Yani bu toplumun içinden çıkmış insanlardan söz ediyoruz.
    *
Sonuç olarak ifade etmeliyim ki, kolluk kuvvetleri ile ilgili bakışım bir noktada çok net. 
Bir reklam filminde de belirtildiği üzere "Kontrolsüz güç, güç değildir". 
Bu nedenle polis ve jandarma gibi kuvvetlerin sürekli bir denetime tabi olmaları, verimli ve sürekli bir eğitim sürecinin içinde olmaları gerektiğini üstüne basa basa söylemek gerekiyor. 
Üzerlerindeki üniformalar kişisel hatalarının ötesinde devleti yönetenleri bağlamaktadır. 
Ve en küçük hataları ülkeleri kaosa sürükleme riskini barındırmaktadır. 
Dolayısıyla eğitim ve denetim hususu olmazsa olmaz noktadadır. 
Aynı zamanda vatandaşların haklarına azami saygı göstermek ve özellikle toplumsal olaylarda diyalog yöntemini sonuna kadar kullanmak durumundadırlar. 

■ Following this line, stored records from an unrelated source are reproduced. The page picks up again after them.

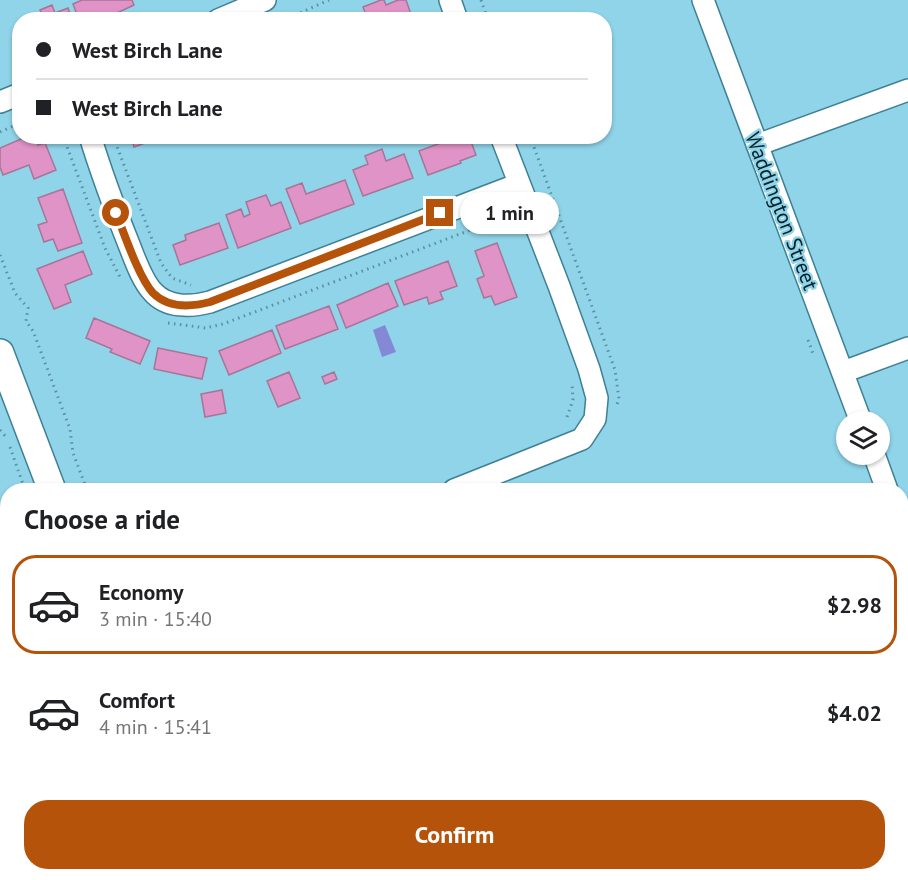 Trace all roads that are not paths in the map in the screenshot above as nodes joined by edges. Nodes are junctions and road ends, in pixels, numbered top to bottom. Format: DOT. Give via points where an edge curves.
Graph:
graph roads {
  1 [pos="265,0"];
  2 [pos="704,0"];
  3 [pos="237,12"];
  4 [pos="908,90"];
  5 [pos="93,144"];
  6 [pos="502,144"];
  7 [pos="757,145"];
  8 [pos="510,187"];
  9 [pos="908,348"];
  10 [pos="0,352"];
  11 [pos="843,372"];
  12 [pos="857,411"];
  13 [pos="878,465"];
  14 [pos="49,483"];
  15 [pos="472,483"];
  16 [pos="884,483"];
  1 -- 3 [label="street"];
  2 -- 7 [label="street, Waddington Street"];
  4 -- 7 [label="street"];
  5 -- 8 [label="street" via="137,264 153,293 172,304 194,306 210,302"];
  6 -- 8 [label="street"];
  7 -- 11 [label="street, Waddington Street"];
  8 -- 15 [label="street" via="589,369 597,398 595,419 582,439"];
  9 -- 11 [label="street"];
  10 -- 14 [label="main road"];
  11 -- 12 [label="street, Waddington Street"];
  13 -- 16 [label="street"];
} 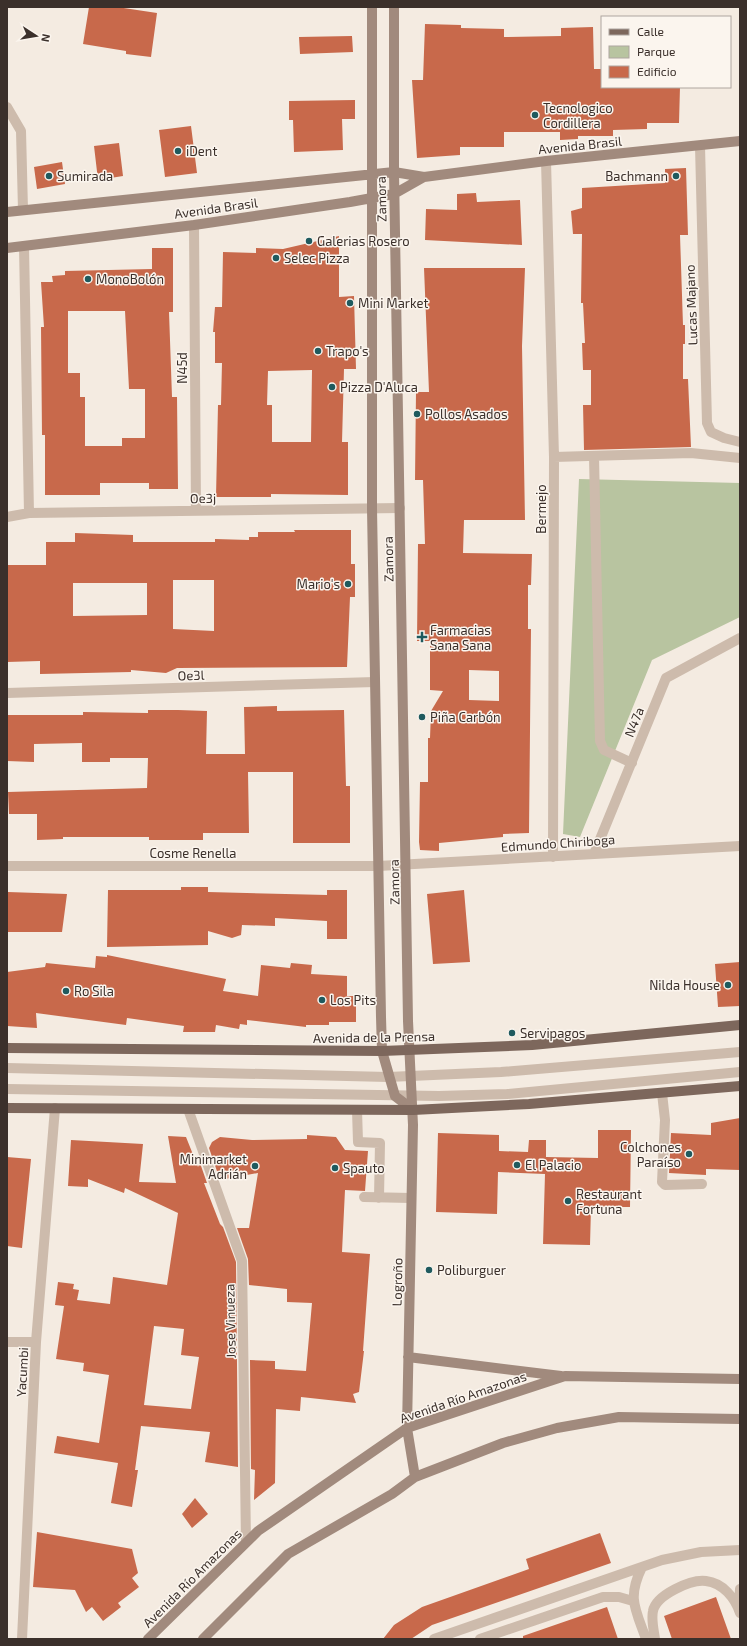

Ama bu demek değil ki, Polis ve Jandarma gibi bu toplumun gözbebeği olan insanlara karşı duruşumuz olsun. 
Bu da kabul edilemez.
Yani hem şahsiyetlerine hem de üniformalarına karşı haddini aşan bir davranışı destekleyemeyiz. 
Ve varlıklarını sorgulayanlarla aynı safta yer alamayız.
Ancak dediğim gibi; kolluk kuvvetleri ile ilgili sürekli denetim ve sürekli eğitim...
Ayrıca unutmamak gerekir ki, depremde yardıma ilk koşan polis ve jandarma vb. aktörler.
Pandemi sürecinde ihtiyaç sahiplerine destek olmaya giden yine onlar.
Görev tanımları içerisinde bu tür faaliyetlerde bulunma hususunun olup olmamasına bakmadan. 
Terörle mücadele edilmesini saymıyorum bile.